*** Opening Data to examine ***
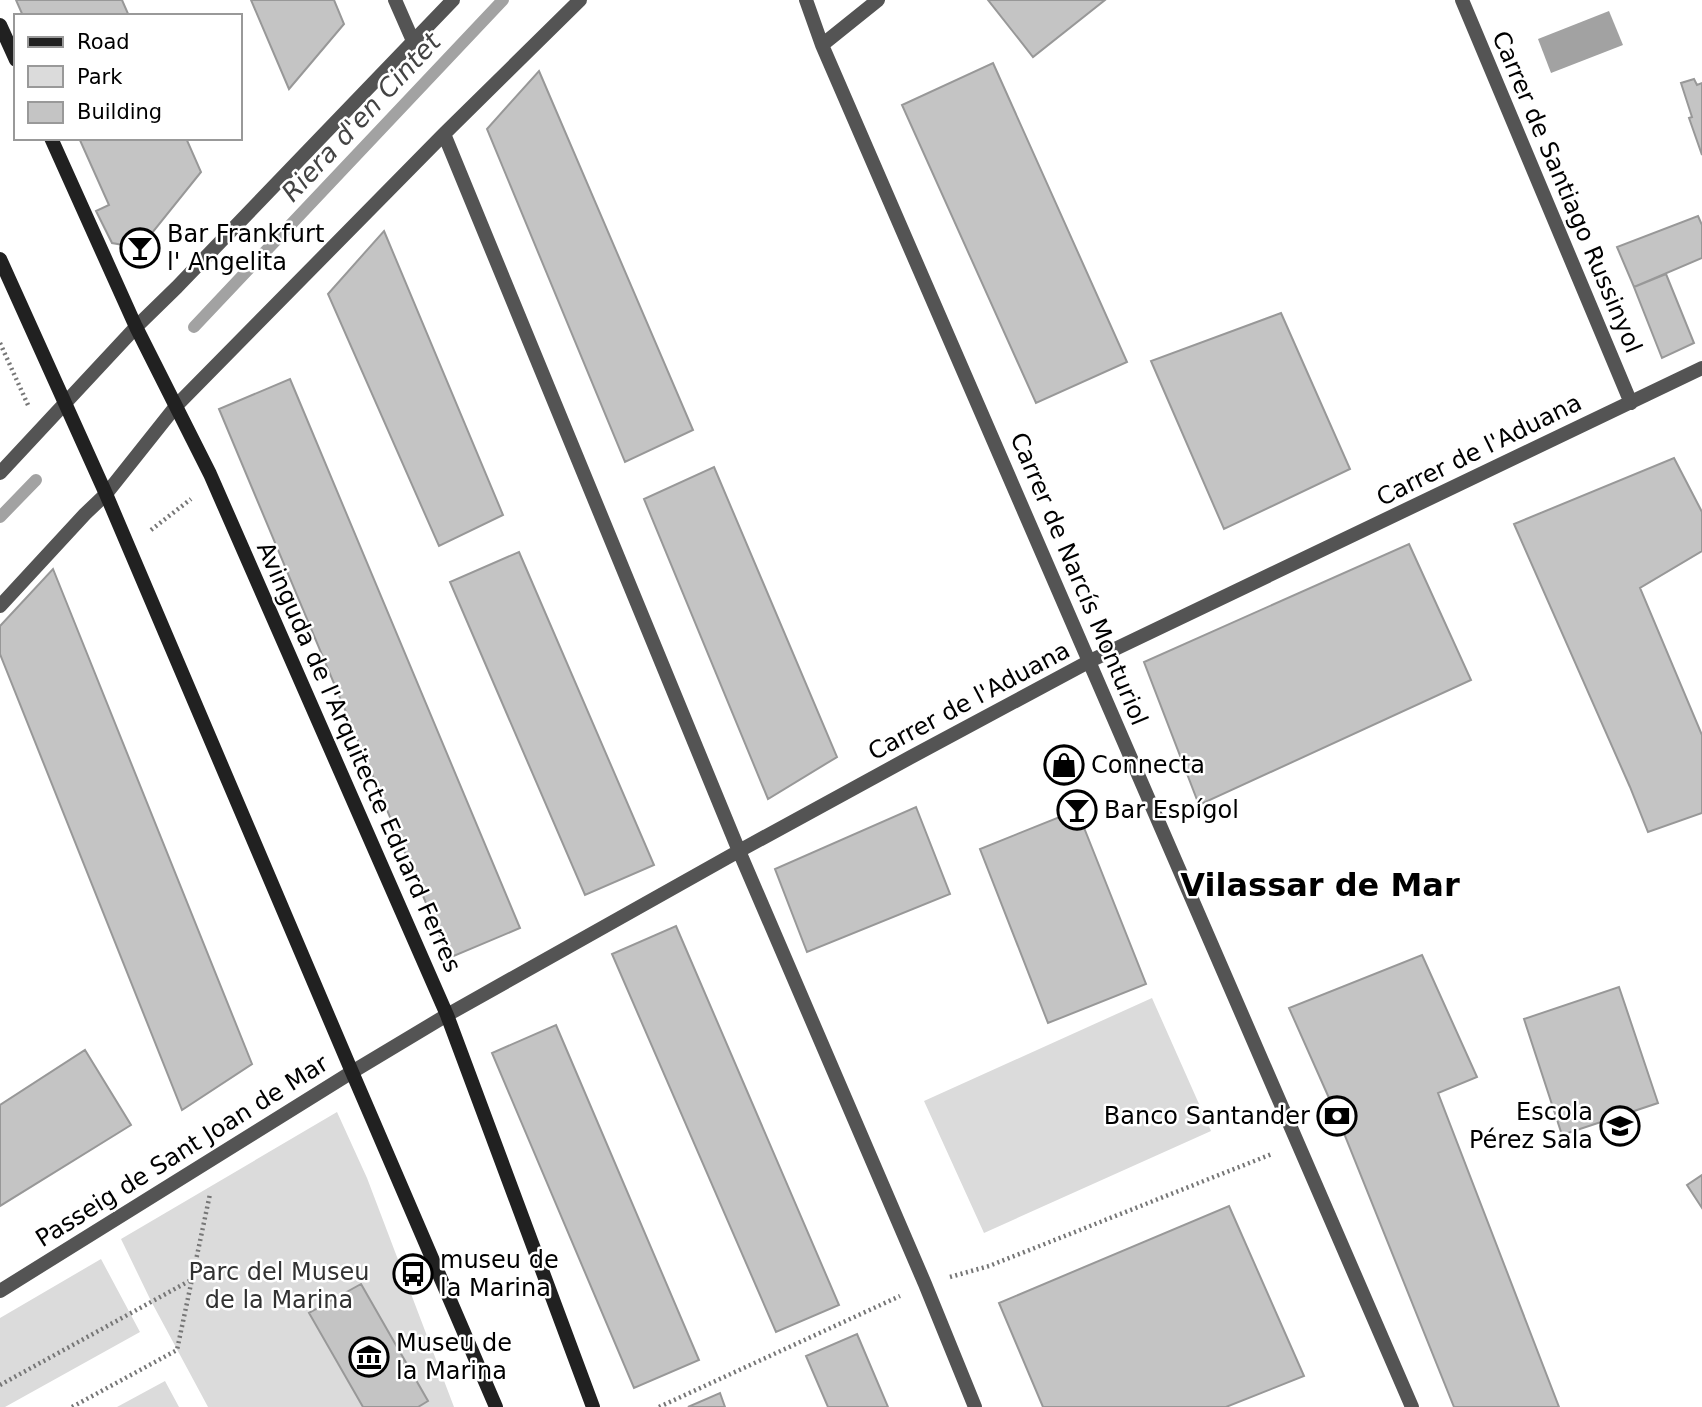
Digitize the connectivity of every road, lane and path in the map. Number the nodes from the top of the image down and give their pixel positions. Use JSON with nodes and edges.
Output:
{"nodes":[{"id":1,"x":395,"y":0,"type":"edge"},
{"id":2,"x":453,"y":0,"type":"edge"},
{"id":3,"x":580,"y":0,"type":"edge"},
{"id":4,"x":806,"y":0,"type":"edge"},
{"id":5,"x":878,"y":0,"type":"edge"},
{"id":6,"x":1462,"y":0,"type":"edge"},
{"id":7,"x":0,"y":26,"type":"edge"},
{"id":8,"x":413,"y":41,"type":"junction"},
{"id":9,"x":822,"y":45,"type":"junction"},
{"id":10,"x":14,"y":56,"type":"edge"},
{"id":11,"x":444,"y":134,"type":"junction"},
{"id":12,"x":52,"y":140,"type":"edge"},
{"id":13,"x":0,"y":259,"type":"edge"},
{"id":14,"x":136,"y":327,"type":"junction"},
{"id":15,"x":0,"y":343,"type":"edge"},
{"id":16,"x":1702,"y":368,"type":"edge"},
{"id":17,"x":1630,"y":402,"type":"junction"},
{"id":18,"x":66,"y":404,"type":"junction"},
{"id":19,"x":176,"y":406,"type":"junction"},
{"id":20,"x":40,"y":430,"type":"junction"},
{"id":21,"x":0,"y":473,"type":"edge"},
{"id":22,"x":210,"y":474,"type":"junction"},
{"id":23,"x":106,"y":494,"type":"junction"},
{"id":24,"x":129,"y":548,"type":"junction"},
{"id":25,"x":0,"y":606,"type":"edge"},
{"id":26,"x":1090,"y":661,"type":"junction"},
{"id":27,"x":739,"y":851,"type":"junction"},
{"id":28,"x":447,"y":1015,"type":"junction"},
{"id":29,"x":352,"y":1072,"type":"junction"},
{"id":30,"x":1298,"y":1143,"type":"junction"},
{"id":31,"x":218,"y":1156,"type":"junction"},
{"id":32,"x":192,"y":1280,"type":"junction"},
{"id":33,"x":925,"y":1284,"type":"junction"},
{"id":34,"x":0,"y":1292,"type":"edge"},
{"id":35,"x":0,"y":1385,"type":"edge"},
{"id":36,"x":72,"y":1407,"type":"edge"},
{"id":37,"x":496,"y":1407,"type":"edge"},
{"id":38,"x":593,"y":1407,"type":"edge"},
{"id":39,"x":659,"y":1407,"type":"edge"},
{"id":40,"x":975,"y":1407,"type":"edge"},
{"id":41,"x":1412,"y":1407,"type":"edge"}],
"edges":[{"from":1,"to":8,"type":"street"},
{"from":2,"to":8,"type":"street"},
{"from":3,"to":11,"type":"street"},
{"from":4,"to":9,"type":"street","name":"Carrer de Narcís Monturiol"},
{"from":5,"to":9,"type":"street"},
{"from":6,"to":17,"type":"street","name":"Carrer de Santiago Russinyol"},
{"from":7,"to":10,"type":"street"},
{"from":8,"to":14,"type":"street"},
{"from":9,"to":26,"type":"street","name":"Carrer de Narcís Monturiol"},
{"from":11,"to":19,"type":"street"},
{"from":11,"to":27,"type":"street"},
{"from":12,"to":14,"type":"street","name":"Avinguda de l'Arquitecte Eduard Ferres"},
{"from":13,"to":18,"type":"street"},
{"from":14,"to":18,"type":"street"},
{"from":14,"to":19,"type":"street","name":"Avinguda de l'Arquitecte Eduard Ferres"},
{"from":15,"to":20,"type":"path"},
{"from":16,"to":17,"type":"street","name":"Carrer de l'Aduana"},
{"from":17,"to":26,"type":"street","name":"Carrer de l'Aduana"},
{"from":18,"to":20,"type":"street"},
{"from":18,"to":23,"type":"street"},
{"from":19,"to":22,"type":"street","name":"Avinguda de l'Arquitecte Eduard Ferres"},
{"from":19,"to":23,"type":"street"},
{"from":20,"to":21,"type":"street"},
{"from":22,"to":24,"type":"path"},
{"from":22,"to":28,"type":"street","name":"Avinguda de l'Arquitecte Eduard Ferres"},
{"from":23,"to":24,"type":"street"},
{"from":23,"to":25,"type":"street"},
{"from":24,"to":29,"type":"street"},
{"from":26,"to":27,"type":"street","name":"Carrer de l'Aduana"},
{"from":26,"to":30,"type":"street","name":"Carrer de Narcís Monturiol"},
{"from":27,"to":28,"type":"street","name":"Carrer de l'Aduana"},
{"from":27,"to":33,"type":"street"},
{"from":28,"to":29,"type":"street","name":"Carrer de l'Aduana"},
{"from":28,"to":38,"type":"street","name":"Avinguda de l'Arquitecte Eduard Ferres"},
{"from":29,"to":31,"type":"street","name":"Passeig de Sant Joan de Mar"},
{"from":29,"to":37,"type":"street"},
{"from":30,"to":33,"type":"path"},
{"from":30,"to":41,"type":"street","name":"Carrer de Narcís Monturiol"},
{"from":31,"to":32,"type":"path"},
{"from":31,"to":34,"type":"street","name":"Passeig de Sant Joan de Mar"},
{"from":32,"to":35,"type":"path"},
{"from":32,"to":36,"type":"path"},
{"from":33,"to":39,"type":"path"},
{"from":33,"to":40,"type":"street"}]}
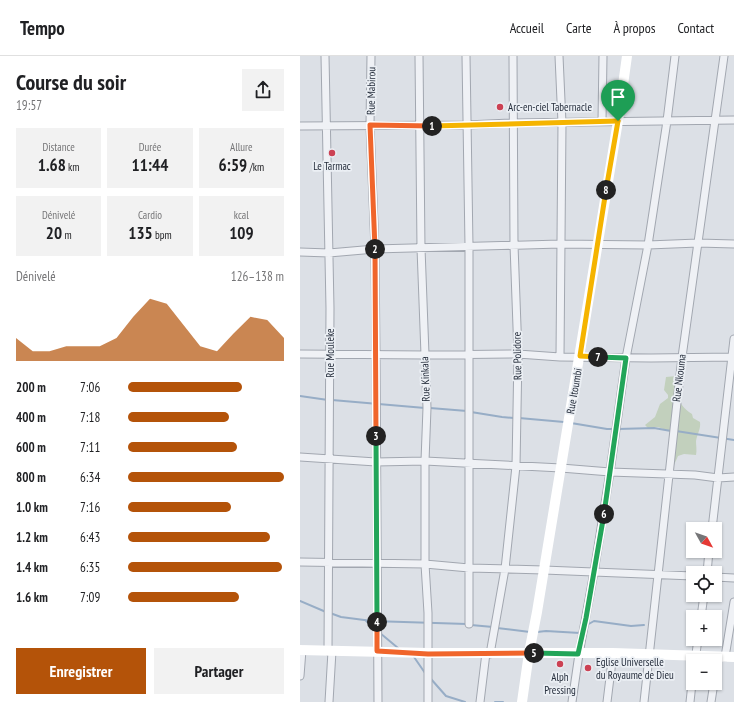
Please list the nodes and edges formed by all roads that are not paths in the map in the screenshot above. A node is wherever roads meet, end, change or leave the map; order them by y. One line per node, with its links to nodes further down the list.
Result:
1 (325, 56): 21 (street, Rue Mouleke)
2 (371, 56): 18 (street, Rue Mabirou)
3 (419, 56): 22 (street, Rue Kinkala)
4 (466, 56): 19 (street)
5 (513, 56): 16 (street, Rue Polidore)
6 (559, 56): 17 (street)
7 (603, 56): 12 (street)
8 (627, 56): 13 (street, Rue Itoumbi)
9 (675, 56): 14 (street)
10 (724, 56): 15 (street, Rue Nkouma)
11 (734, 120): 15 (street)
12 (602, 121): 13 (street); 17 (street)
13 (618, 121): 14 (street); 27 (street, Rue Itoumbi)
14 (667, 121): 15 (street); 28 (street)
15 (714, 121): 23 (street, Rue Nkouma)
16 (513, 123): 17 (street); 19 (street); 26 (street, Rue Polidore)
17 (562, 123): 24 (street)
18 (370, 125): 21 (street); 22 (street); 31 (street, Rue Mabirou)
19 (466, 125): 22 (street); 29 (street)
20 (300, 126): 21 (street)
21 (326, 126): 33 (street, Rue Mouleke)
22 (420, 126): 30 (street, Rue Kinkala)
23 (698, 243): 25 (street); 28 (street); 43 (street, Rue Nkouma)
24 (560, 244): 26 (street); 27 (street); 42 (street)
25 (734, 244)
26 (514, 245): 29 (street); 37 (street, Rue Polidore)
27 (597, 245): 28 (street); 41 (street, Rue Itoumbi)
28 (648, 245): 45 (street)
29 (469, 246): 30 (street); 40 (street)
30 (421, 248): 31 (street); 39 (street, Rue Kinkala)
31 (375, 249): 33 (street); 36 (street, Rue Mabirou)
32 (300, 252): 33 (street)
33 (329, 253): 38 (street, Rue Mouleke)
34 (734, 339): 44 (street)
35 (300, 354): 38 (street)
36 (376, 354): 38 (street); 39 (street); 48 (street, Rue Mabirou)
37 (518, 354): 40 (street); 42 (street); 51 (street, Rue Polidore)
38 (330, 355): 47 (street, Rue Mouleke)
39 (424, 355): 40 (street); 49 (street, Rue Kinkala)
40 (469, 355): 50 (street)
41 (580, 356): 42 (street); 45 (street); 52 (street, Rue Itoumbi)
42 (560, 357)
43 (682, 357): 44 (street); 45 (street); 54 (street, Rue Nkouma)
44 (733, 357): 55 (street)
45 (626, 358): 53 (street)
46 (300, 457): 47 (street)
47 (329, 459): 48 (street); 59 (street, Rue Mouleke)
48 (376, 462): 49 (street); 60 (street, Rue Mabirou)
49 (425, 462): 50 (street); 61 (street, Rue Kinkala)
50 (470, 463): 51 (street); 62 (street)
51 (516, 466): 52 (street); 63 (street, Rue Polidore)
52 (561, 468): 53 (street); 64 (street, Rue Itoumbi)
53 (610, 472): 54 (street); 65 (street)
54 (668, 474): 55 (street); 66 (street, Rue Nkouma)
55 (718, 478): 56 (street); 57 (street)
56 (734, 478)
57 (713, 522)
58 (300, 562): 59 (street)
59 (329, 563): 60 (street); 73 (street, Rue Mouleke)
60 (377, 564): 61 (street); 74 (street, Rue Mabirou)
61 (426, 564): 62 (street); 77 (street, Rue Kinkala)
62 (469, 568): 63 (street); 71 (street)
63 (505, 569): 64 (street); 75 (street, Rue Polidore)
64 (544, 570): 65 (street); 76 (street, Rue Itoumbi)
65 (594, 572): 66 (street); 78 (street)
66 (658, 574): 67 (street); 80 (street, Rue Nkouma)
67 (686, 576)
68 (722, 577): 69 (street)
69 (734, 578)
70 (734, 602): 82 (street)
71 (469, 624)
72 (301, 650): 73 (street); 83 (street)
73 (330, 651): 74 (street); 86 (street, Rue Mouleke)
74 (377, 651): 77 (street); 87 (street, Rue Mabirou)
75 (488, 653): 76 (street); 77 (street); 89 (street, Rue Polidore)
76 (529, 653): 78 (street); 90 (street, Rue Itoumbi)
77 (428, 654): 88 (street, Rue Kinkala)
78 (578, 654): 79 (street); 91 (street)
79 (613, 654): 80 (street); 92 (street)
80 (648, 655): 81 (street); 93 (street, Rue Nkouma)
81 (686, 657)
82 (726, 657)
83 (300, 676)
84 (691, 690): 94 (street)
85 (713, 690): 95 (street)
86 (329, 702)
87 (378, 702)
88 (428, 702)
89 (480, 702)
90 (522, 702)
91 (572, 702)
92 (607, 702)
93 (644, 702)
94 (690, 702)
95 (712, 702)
*** Closing Data to examine ***
◆ **Task directions**
Read through the entries, then copy every line where the string "Nkouma" is found.

◆ **Exercise solution**
10 (724, 56): 15 (street, Rue Nkouma)
15 (714, 121): 23 (street, Rue Nkouma)
23 (698, 243): 25 (street); 28 (street); 43 (street, Rue Nkouma)
43 (682, 357): 44 (street); 45 (street); 54 (street, Rue Nkouma)
54 (668, 474): 55 (street); 66 (street, Rue Nkouma)
66 (658, 574): 67 (street); 80 (street, Rue Nkouma)
80 (648, 655): 81 (street); 93 (street, Rue Nkouma)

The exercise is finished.